Look through the lines below, find those with the word "Salmon", and copy them.

Collected data:
******

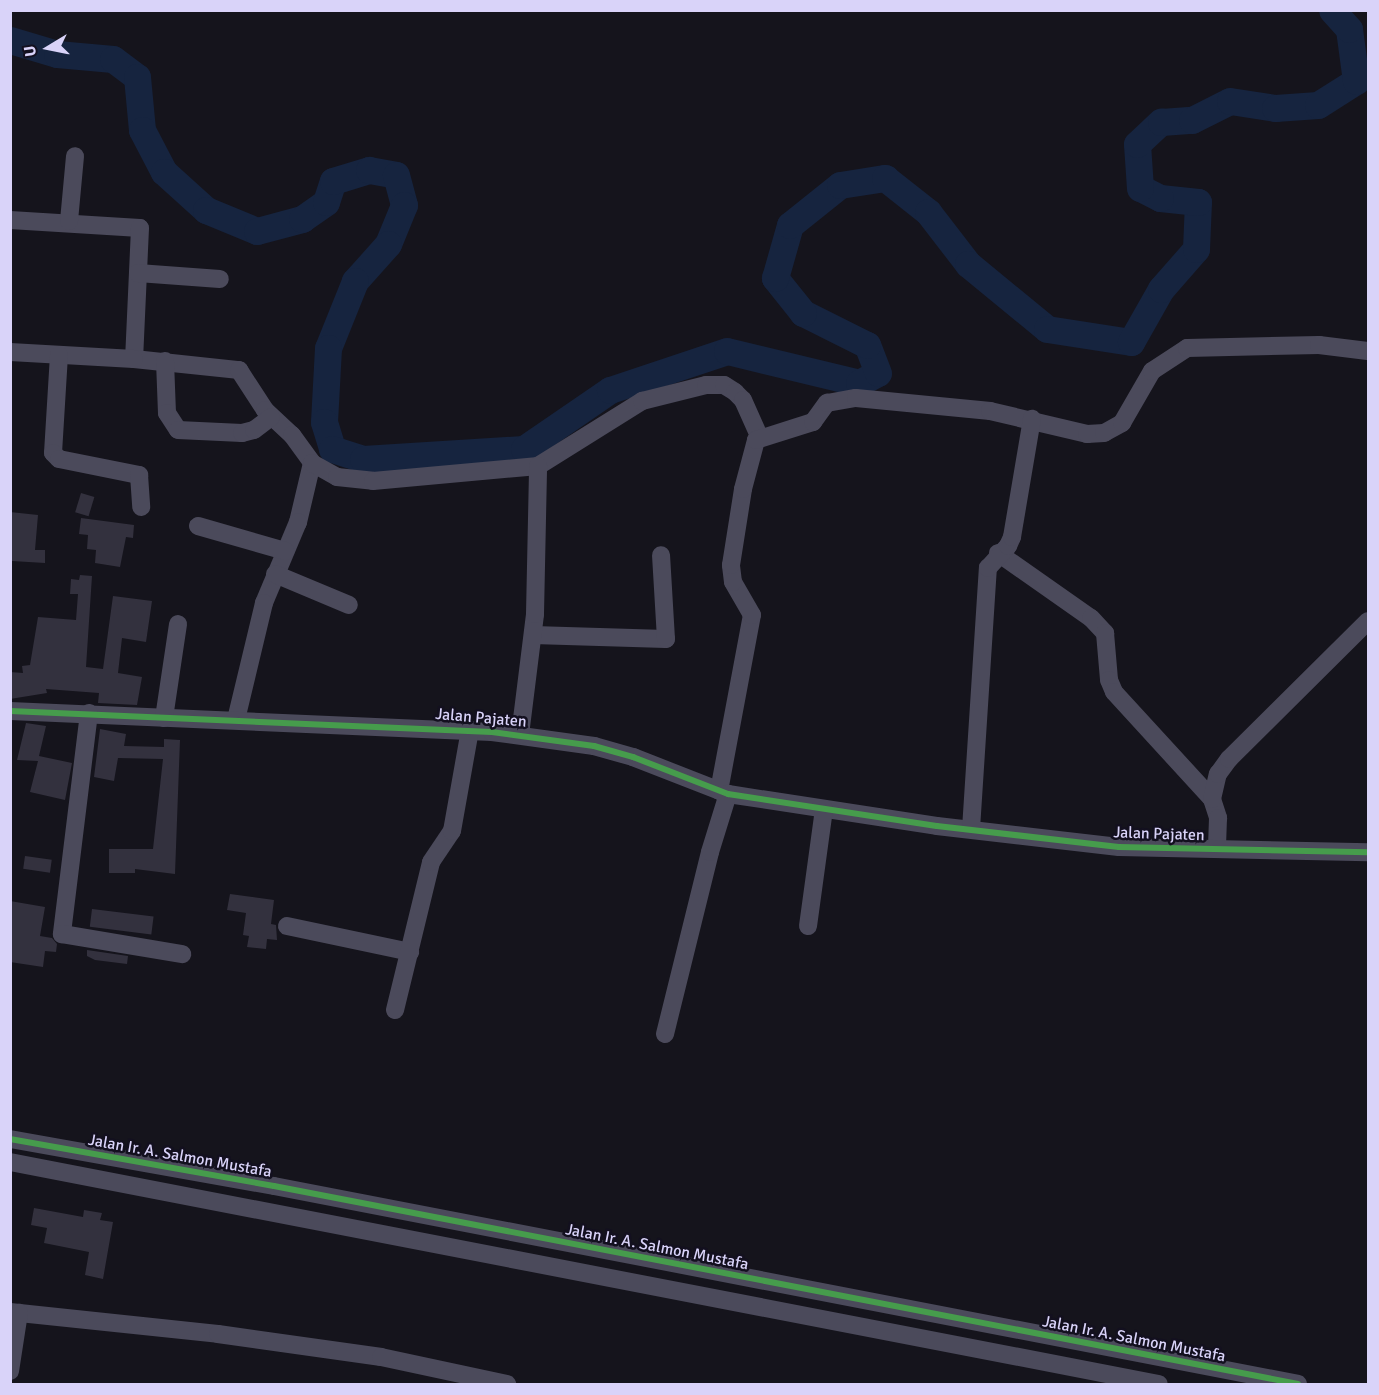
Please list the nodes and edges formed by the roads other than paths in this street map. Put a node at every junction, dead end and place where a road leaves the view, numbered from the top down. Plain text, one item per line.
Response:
1 (75, 156) dead end
2 (10, 220) edge
3 (69, 221) junction
4 (138, 273) junction
5 (220, 279) dead end
6 (1368, 351) edge
7 (10, 352) edge
8 (59, 355) junction
9 (134, 359) junction
10 (165, 361) junction
11 (272, 417) junction
12 (1032, 419) junction
13 (760, 438) junction
14 (312, 463) junction
15 (538, 466) junction
16 (141, 507) dead end
17 (198, 526) dead end
18 (285, 551) junction
19 (998, 553) junction
20 (661, 555) dead end
21 (275, 574) junction
22 (349, 605) dead end
23 (1368, 621) edge
24 (178, 624) dead end
25 (532, 635) junction
26 (10, 711) edge
27 (89, 714) junction
28 (164, 718) junction
29 (236, 720) junction
30 (470, 730) junction
31 (520, 735) junction
32 (724, 793) junction
33 (1212, 799) junction
34 (824, 809) junction
35 (971, 829) junction
36 (1217, 849) junction
37 (1368, 852) edge
38 (287, 926) dead end
39 (808, 926) dead end
40 (410, 952) junction
41 (182, 954) dead end
42 (395, 1010) dead end
43 (665, 1034) dead end
44 (10, 1139) edge
45 (78, 1151) junction
46 (10, 1162) edge
47 (74, 1173) junction
48 (15, 1312) edge
49 (10, 1371) edge
50 (507, 1384) edge
51 (1160, 1384) edge
52 (1298, 1384) edge

1 - 3 street
2 - 3 street
3 - 4 street
4 - 5 street
4 - 9 street
6 - 12 street
7 - 8 street
8 - 9 street
8 - 16 street
9 - 10 street
10 - 11 street
10 - 11 street
11 - 14 street
12 - 13 street
12 - 19 street
13 - 15 street
13 - 32 street
14 - 15 street
14 - 18 street
15 - 25 street
17 - 18 street
18 - 21 street
19 - 33 street
19 - 35 street
20 - 25 street
21 - 22 street
21 - 29 street
23 - 33 street
24 - 28 street
25 - 31 street
26 - 27 street, Jalan Pajaten
27 - 28 street, Jalan Pajaten
27 - 41 street
28 - 29 street, Jalan Pajaten
29 - 30 street, Jalan Pajaten
30 - 31 street, Jalan Pajaten
30 - 40 street
31 - 32 street, Jalan Pajaten
32 - 34 street, Jalan Pajaten
32 - 43 street
33 - 36 street
34 - 35 street, Jalan Pajaten
34 - 39 street
35 - 36 street, Jalan Pajaten
36 - 37 street, Jalan Pajaten
38 - 40 street
40 - 42 street
44 - 45 street, Jalan Ir. A. Salmon Mustafa
45 - 47 street
45 - 52 street, Jalan Ir. A. Salmon Mustafa
46 - 47 street
47 - 51 street
48 - 49 street
48 - 50 street

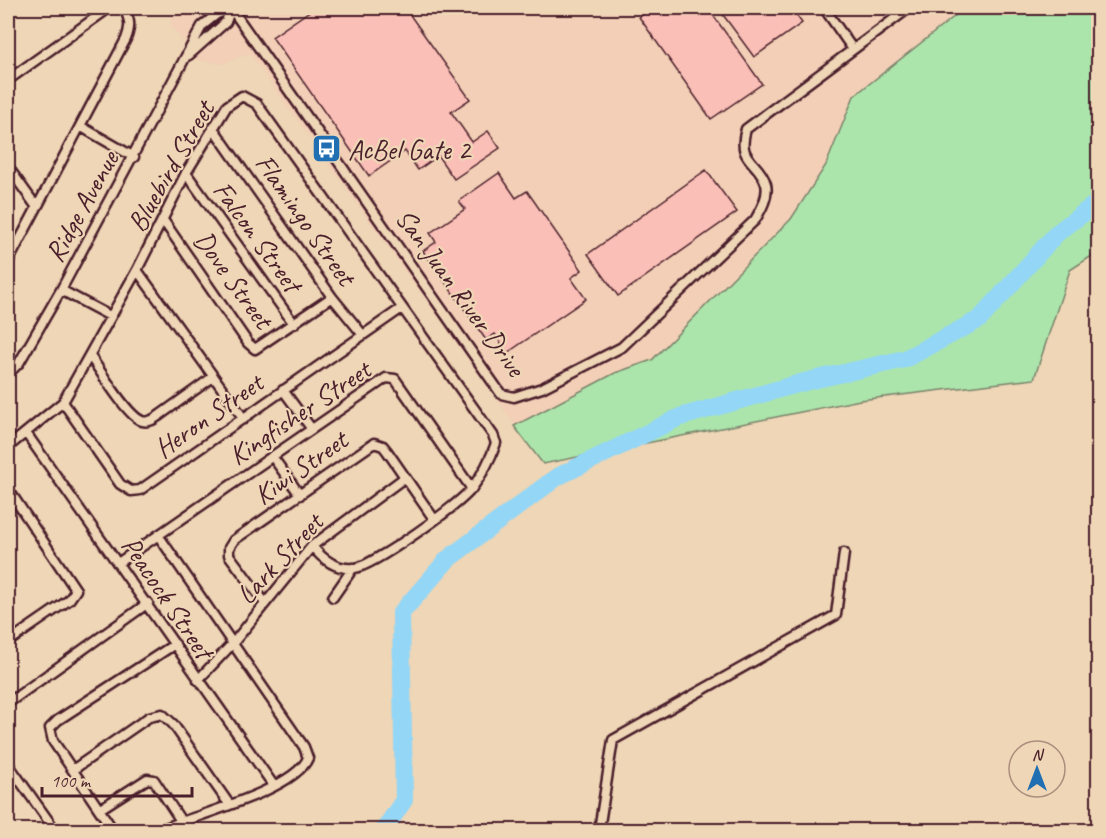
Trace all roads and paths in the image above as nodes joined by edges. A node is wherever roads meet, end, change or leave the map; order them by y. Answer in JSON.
{"nodes":[{"id":1,"x":11,"y":8,"type":"edge"},
{"id":2,"x":109,"y":8,"type":"edge"},
{"id":3,"x":123,"y":8,"type":"edge"},
{"id":4,"x":232,"y":8,"type":"edge"},
{"id":5,"x":824,"y":8,"type":"edge"},
{"id":6,"x":909,"y":8,"type":"edge"},
{"id":7,"x":8,"y":10,"type":"edge"},
{"id":8,"x":852,"y":48,"type":"junction"},
{"id":9,"x":189,"y":55,"type":"junction"},
{"id":10,"x":8,"y":80,"type":"edge"},
{"id":11,"x":80,"y":126,"type":"junction"},
{"id":12,"x":213,"y":128,"type":"junction"},
{"id":13,"x":134,"y":157,"type":"junction"},
{"id":14,"x":8,"y":167,"type":"edge"},
{"id":15,"x":186,"y":173,"type":"junction"},
{"id":16,"x":36,"y":206,"type":"junction"},
{"id":17,"x":163,"y":220,"type":"junction"},
{"id":18,"x":8,"y":262,"type":"edge"},
{"id":19,"x":137,"y":270,"type":"junction"},
{"id":20,"x":61,"y":290,"type":"junction"},
{"id":21,"x":332,"y":297,"type":"junction"},
{"id":22,"x":402,"y":308,"type":"junction"},
{"id":23,"x":110,"y":316,"type":"junction"},
{"id":24,"x":294,"y":324,"type":"junction"},
{"id":25,"x":363,"y":335,"type":"junction"},
{"id":26,"x":90,"y":356,"type":"junction"},
{"id":27,"x":8,"y":374,"type":"edge"},
{"id":28,"x":213,"y":377,"type":"junction"},
{"id":29,"x":283,"y":390,"type":"junction"},
{"id":30,"x":63,"y":402,"type":"junction"},
{"id":31,"x":244,"y":419,"type":"junction"},
{"id":32,"x":311,"y":428,"type":"junction"},
{"id":33,"x":26,"y":433,"type":"junction"},
{"id":34,"x":8,"y":447,"type":"edge"},
{"id":35,"x":272,"y":456,"type":"junction"},
{"id":36,"x":404,"y":478,"type":"junction"},
{"id":37,"x":8,"y":489,"type":"edge"},
{"id":38,"x":472,"y":489,"type":"junction"},
{"id":39,"x":300,"y":495,"type":"junction"},
{"id":40,"x":434,"y":519,"type":"junction"},
{"id":41,"x":158,"y":535,"type":"junction"},
{"id":42,"x":312,"y":546,"type":"junction"},
{"id":43,"x":843,"y":553,"type":"dead end"},
{"id":44,"x":118,"y":563,"type":"junction"},
{"id":45,"x":353,"y":568,"type":"junction"},
{"id":46,"x":333,"y":597,"type":"dead end"},
{"id":47,"x":148,"y":603,"type":"junction"},
{"id":48,"x":265,"y":603,"type":"junction"},
{"id":49,"x":8,"y":642,"type":"edge"},
{"id":50,"x":234,"y":642,"type":"junction"},
{"id":51,"x":175,"y":644,"type":"junction"},
{"id":52,"x":198,"y":680,"type":"junction"},
{"id":53,"x":8,"y":703,"type":"edge"},
{"id":54,"x":8,"y":764,"type":"edge"},
{"id":55,"x":74,"y":769,"type":"junction"},
{"id":56,"x":274,"y":786,"type":"junction"},
{"id":57,"x":229,"y":804,"type":"junction"},
{"id":58,"x":100,"y":809,"type":"junction"},
{"id":59,"x":181,"y":821,"type":"junction"},
{"id":60,"x":55,"y":831,"type":"edge"},
{"id":61,"x":113,"y":831,"type":"edge"},
{"id":62,"x":160,"y":831,"type":"edge"},
{"id":63,"x":599,"y":831,"type":"edge"}],
"edges":[{"from":1,"to":7,"type":"street"},
{"from":2,"to":10,"type":"street"},
{"from":3,"to":11,"type":"street"},
{"from":4,"to":8,"type":"street","name":"San Juan River Drive"},
{"from":4,"to":9,"type":"street"},
{"from":4,"to":9,"type":"street","name":"Ridge Avenue"},
{"from":5,"to":8,"type":"street"},
{"from":6,"to":8,"type":"street","name":"San Juan River Drive"},
{"from":9,"to":13,"type":"street","name":"Ridge Avenue"},
{"from":11,"to":13,"type":"street"},
{"from":11,"to":16,"type":"street"},
{"from":12,"to":15,"type":"street","name":"Bluebird Street"},
{"from":12,"to":21,"type":"street","name":"Flamingo Street"},
{"from":12,"to":22,"type":"street","name":"Bluebird Street"},
{"from":13,"to":20,"type":"street","name":"Ridge Avenue"},
{"from":14,"to":16,"type":"street"},
{"from":15,"to":17,"type":"street","name":"Bluebird Street"},
{"from":15,"to":24,"type":"street","name":"Falcon Street"},
{"from":16,"to":18,"type":"street"},
{"from":17,"to":19,"type":"street","name":"Bluebird Street"},
{"from":17,"to":24,"type":"street","name":"Dove Street"},
{"from":19,"to":23,"type":"street","name":"Bluebird Street"},
{"from":19,"to":28,"type":"street"},
{"from":20,"to":23,"type":"street"},
{"from":20,"to":27,"type":"street","name":"Ridge Avenue"},
{"from":21,"to":24,"type":"street","name":"Dove Street"},
{"from":21,"to":25,"type":"street","name":"Flamingo Street"},
{"from":22,"to":25,"type":"street","name":"Heron Street"},
{"from":22,"to":38,"type":"street","name":"Bluebird Street"},
{"from":23,"to":26,"type":"street","name":"Bluebird Street"},
{"from":25,"to":29,"type":"street","name":"Heron Street"},
{"from":26,"to":28,"type":"street"},
{"from":26,"to":30,"type":"street","name":"Bluebird Street"},
{"from":28,"to":31,"type":"street"},
{"from":29,"to":31,"type":"street","name":"Heron Street"},
{"from":29,"to":32,"type":"street"},
{"from":30,"to":31,"type":"street","name":"Heron Street"},
{"from":30,"to":33,"type":"street","name":"Bluebird Street"},
{"from":32,"to":35,"type":"street","name":"Kingfisher Street"},
{"from":32,"to":38,"type":"street","name":"Kingfisher Street"},
{"from":33,"to":34,"type":"street","name":"Bluebird Street"},
{"from":33,"to":44,"type":"street","name":"Peacock Street"},
{"from":35,"to":39,"type":"street"},
{"from":35,"to":41,"type":"street","name":"Kingfisher Street"},
{"from":36,"to":39,"type":"street","name":"Kiwi Street"},
{"from":36,"to":40,"type":"street","name":"Kiwi Street"},
{"from":36,"to":42,"type":"street","name":"Lark Street"},
{"from":37,"to":49,"type":"street"},
{"from":38,"to":40,"type":"street","name":"Bluebird Street"},
{"from":39,"to":48,"type":"street","name":"Kiwi Street"},
{"from":40,"to":45,"type":"street","name":"Bluebird Street"},
{"from":41,"to":44,"type":"street","name":"Kingfisher Street"},
{"from":41,"to":50,"type":"street"},
{"from":42,"to":45,"type":"street"},
{"from":42,"to":48,"type":"street","name":"Lark Street"},
{"from":43,"to":63,"type":"street"},
{"from":44,"to":47,"type":"street","name":"Peacock Street"},
{"from":45,"to":46,"type":"street"},
{"from":47,"to":51,"type":"street","name":"Peacock Street"},
{"from":47,"to":53,"type":"street"},
{"from":48,"to":50,"type":"street","name":"Lark Street"},
{"from":50,"to":52,"type":"street","name":"Lark Street"},
{"from":50,"to":56,"type":"street"},
{"from":51,"to":52,"type":"street","name":"Peacock Street"},
{"from":51,"to":55,"type":"street"},
{"from":52,"to":56,"type":"street","name":"Peacock Street"},
{"from":54,"to":60,"type":"street"},
{"from":55,"to":57,"type":"street"},
{"from":55,"to":58,"type":"street"},
{"from":56,"to":57,"type":"street"},
{"from":57,"to":59,"type":"street"},
{"from":58,"to":59,"type":"street"},
{"from":58,"to":61,"type":"street"},
{"from":59,"to":62,"type":"street"}]}
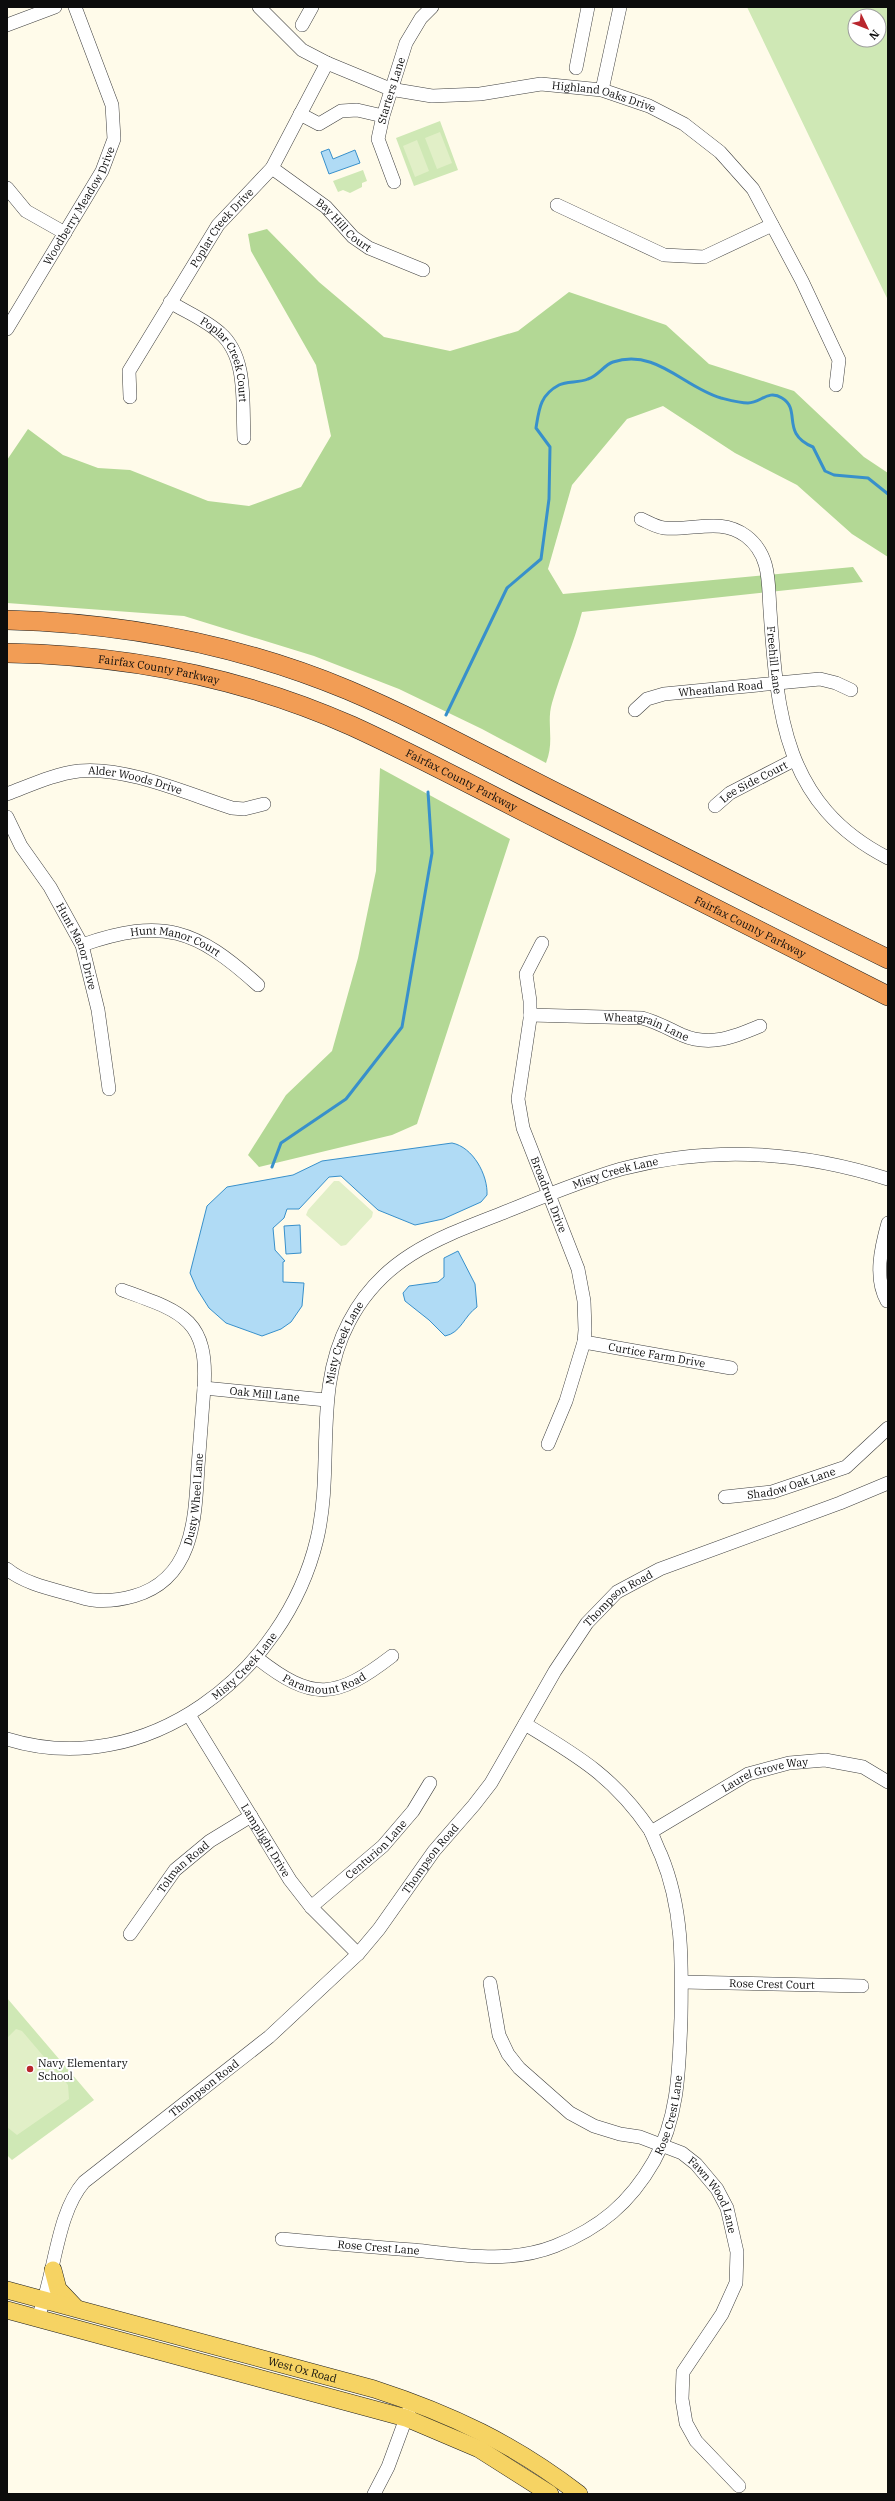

******

• Answer to the exercise:
44 - 45 street, Jalan Ir. A. Salmon Mustafa
45 - 52 street, Jalan Ir. A. Salmon Mustafa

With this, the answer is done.